The rapid rise in U.S. home prices, increasing almost 50 percent overall over the last five years, has created a hot-button debate over whether Americans are staring at a possible home-price collapse.
The growth in home prices over the past year surpasses any increase in the last 25 years, according to data released by the Office of Federal Housing Enterprise Oversight, which tracks average quarterly house-price changes. Some economists have raised an eye to this unprecedented run-up in prices, saying it may be cause for concern.
In evaluating what the recent housing boom could mean for the nation’s homeowners, the FDIC in a report titled, “U.S. Home Prices: Does Bust Always Follow Boom?” attempts to define housing booms and busts and considers what causes them. The FDIC finds that while home-price booms cannot sustain forever, not all booms end in busts.
Sixty-three U.S. metropolitan areas experienced at least one housing boom since 1978, and 24 cities experienced more than one boom, according to the report. The FDIC defines a “boom” as a 30 percent or more increase in inflation-adjusted home prices during any three-year period.
“Geographically, home-price booms have been concentrated in cities in California and the Northeast, which account for almost 70 percent of our 63 boom markets,” the report states.
The FDIC defines a “bust” as an inflation-adjusted price decline of 15 percent or more in five years.
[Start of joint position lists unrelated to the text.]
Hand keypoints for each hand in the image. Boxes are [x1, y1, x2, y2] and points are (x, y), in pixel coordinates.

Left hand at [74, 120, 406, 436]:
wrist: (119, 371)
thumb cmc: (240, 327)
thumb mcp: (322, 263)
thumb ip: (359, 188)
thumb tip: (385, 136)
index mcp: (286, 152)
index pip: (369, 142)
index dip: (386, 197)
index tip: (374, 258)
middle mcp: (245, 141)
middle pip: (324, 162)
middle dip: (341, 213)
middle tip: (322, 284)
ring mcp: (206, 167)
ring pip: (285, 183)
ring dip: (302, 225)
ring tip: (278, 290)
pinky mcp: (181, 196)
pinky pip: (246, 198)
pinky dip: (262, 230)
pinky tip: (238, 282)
Using these criteria, some 21 cities were found to have experienced a housing bust at some point over the last 25 years.
The report identifies two “major episodes” of home-price busts, the first taking place in the mid-1980s in the “oil patch” cities of Texas, Oklahoma, Louisiana and some other western states. This episode had some of the most severe price declines found in the report, with prices in one city falling by as much as 40 percent over a five-year period.
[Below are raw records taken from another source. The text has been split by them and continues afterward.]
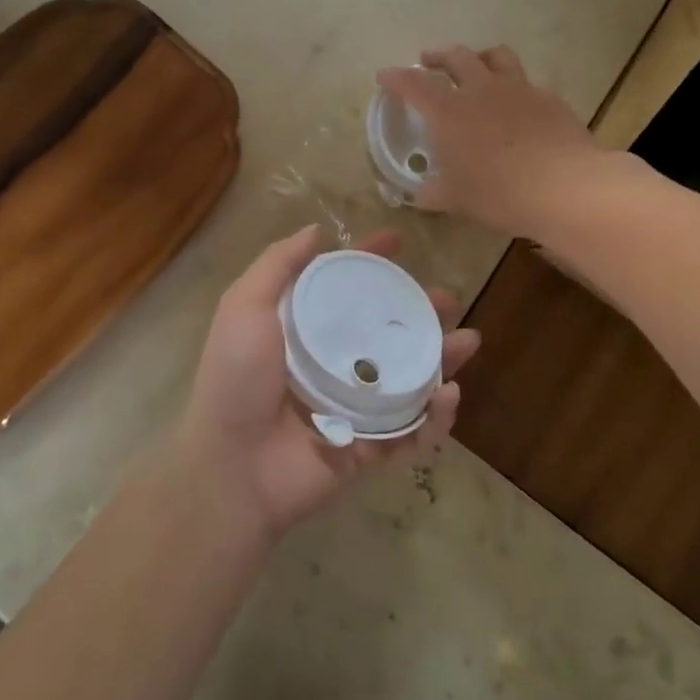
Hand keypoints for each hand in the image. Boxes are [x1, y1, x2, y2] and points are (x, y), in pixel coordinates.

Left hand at [174, 226, 478, 541]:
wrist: (231, 468)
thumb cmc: (236, 379)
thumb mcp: (245, 307)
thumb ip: (277, 266)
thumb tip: (316, 231)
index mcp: (304, 330)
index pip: (345, 287)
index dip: (371, 261)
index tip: (399, 241)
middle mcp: (331, 362)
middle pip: (386, 330)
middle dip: (420, 311)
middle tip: (447, 299)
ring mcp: (353, 407)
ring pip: (409, 376)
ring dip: (442, 358)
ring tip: (469, 340)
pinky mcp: (368, 448)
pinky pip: (411, 431)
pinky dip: (435, 417)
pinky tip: (448, 395)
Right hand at [378, 45, 602, 236]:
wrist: (565, 188)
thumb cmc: (499, 193)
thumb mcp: (456, 199)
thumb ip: (432, 192)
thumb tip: (418, 193)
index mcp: (449, 111)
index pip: (413, 83)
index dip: (396, 77)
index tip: (385, 76)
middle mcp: (481, 89)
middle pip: (455, 56)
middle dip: (436, 55)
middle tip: (427, 60)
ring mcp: (519, 88)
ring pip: (495, 55)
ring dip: (479, 56)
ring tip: (475, 65)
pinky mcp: (549, 98)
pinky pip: (528, 82)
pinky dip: (515, 86)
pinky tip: (518, 102)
The second incident of major price declines occurred in the Northeast and California in the early 1990s.
The report notes that no cities are currently experiencing home-price busts. However, judging by historical events, we won’t know for a few years whether the recent post-boom cities have safely avoided a bust.
And according to the report’s criteria for booms and busts, home-price booms “only infrequently” lead to busts.
Busts within a five-year window of booms only occurred in 9 of the 54 boom episodes identified prior to 1998, or roughly 17 percent of all such events. “Clearly, the lion’s share of home-price booms have not ended in busts historically,” the report states.
That leaves 45 booms that did not see a subsequent bust, according to the report.
“In these cases, nominal home prices rose by an average of 2 percent per year during the five years after the boom ended. The equivalent figure for real home prices was a modest 2 percent per year decline,” the report states.
In 83 percent of the post-boom cities, prices continued to increase at a slower rate and any declines after inflation were modest, according to the report. “Home prices in these markets simply stagnated, or stalled out, following their booms rather than going bust.”
Housing booms that have ended in price busts were associated with localized economic stress, including recession and job loss.
The FDIC noted two case studies to illustrate this point, including the case of the oil patch cities in the mid-’80s, and the busts seen in California and the Northeast in the early ’90s.
In the case of the oil patch cities, oil-producing areas of Texas, Oklahoma, Louisiana, Colorado, Wyoming and Alaska experienced an economic boom and population inflows while oil prices were rising in the late 1970s. That, in turn, caused the demand for housing to boom in these areas, increasing home prices. Then in 1980, when oil prices began a six-year decline, the local job markets and economies suffered.
“This economic stress, in turn, weighed heavily on the housing markets in these cities. In the worst cases, nominal home prices fell by 40 percent and 33 percent in Lafayette, Louisiana, and Casper, Wyoming, respectively, between 1983 and 1988,” the report states.
In the case of California and the Northeast, similar elements of economic stress precipitated home-price busts, according to the report. A recession in the early 1990s, massive defense downsizing, a significant commercial real estate collapse, and a sharp downturn in population growth all were factors.
Although the FDIC demonstrates that few metro-area housing booms have ended in busts historically, the report notes reasons to believe history may be an imperfect guide to today’s situation. It notes changes in credit markets, such as the emergence of the subprime market, that are pushing homeowners and housing markets into uncharted territory.
In addition, home buyers increasingly are taking advantage of higher-leverage mortgage products. In 2003, loans exceeding 80 percent of the home price accounted for almost one-third of all purchase mortgages. The practice of raising the total loan amount to a level very near the value of the home makes borrowers more likely to default if there is a housing market downturn.
“An increased incidence of default and foreclosure could, in turn, contribute to downward pressure on home prices as distressed properties are liquidated by lenders. However, little is known as yet about the effects these credit-market changes might have on the dynamics of boom-bust cycles,” the report states.